WORKING DATA START

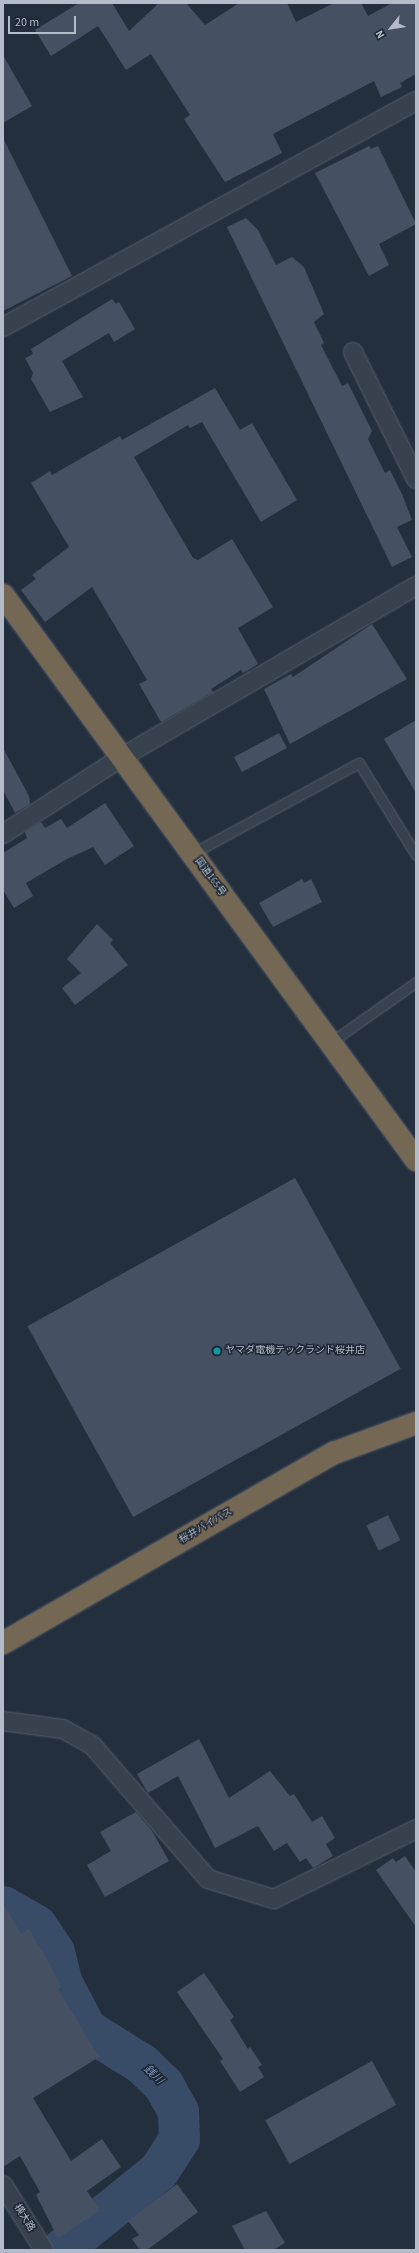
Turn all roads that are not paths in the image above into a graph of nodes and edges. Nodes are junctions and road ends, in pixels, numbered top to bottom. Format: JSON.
{"nodes":[{"id":1,"x":416,"y":101,"type":"edge"},
{"id":2,"x":3,"y":327,"type":"edge"},
{"id":3,"x":353,"y":352,"type":"dead end"},
{"id":4,"x":416,"y":479,"type":"edge"},
{"id":5,"x":416,"y":586,"type":"edge"},
{"id":6,"x":3,"y":595,"type":"edge"},
{"id":7,"x":122,"y":757,"type":"junction"},
{"id":8,"x":3,"y":834,"type":"edge"},
{"id":9,"x":193,"y":853,"type":"junction"},
{"id":10,"x":416,"y":855,"type":"edge"},
{"id":11,"x":416,"y":982,"type":"edge"},
{"id":12,"x":331,"y":1042,"type":"junction"},
{"id":13,"x":416,"y":1160,"type":"edge"},
{"id":14,"x":416,"y":1423,"type":"edge"},
{"id":15,"x":3,"y":1643,"type":"edge"},
{"id":16,"x":3,"y":1721,"type":"edge"},
{"id":17,"x":416,"y":1829,"type":"edge"},
{"id":18,"x":3,"y":2186,"type":"edge"},
{"id":19,"x":39,"y":2248,"type":"edge"}],
"edges":[{"from":1,"to":2,"type":"street"},
{"from":3,"to":4,"type":"street"},
{"from":5,"to":7,"type":"street"},
{"from":6,"to":7,"type":"highway","name":"国道165号"},
{"from":7,"to":8,"type":"street"},
{"from":7,"to":9,"type":"highway","name":"国道165号"},
{"from":9,"to":10,"type":"lane"},
{"from":9,"to":12,"type":"highway","name":"国道165号"},
{"from":11,"to":12,"type":"lane"},
{"from":12,"to":13,"type":"highway","name":"国道165号"},
{"from":14,"to":15,"type":"highway","name":"桜井バイパス"},
{"from":16,"to":17,"type":"street"},
{"from":18,"to":19,"type":"street","name":"横大路"}]}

WORKING DATA END

> INSTRUCTIONS TO FOLLOW
In the entries above, locate every line with the word "name" and copy it.

> RESULT
{"from":6,"to":7,"type":"highway","name":"国道165号"},
{"from":7,"to":9,"type":"highway","name":"国道165号"},
{"from":9,"to":12,"type":"highway","name":"国道165号"},
{"from":12,"to":13,"type":"highway","name":"国道165号"},
{"from":14,"to":15,"type":"highway","name":"桜井バイパス"},
{"from":18,"to":19,"type":"street","name":"横大路"}]}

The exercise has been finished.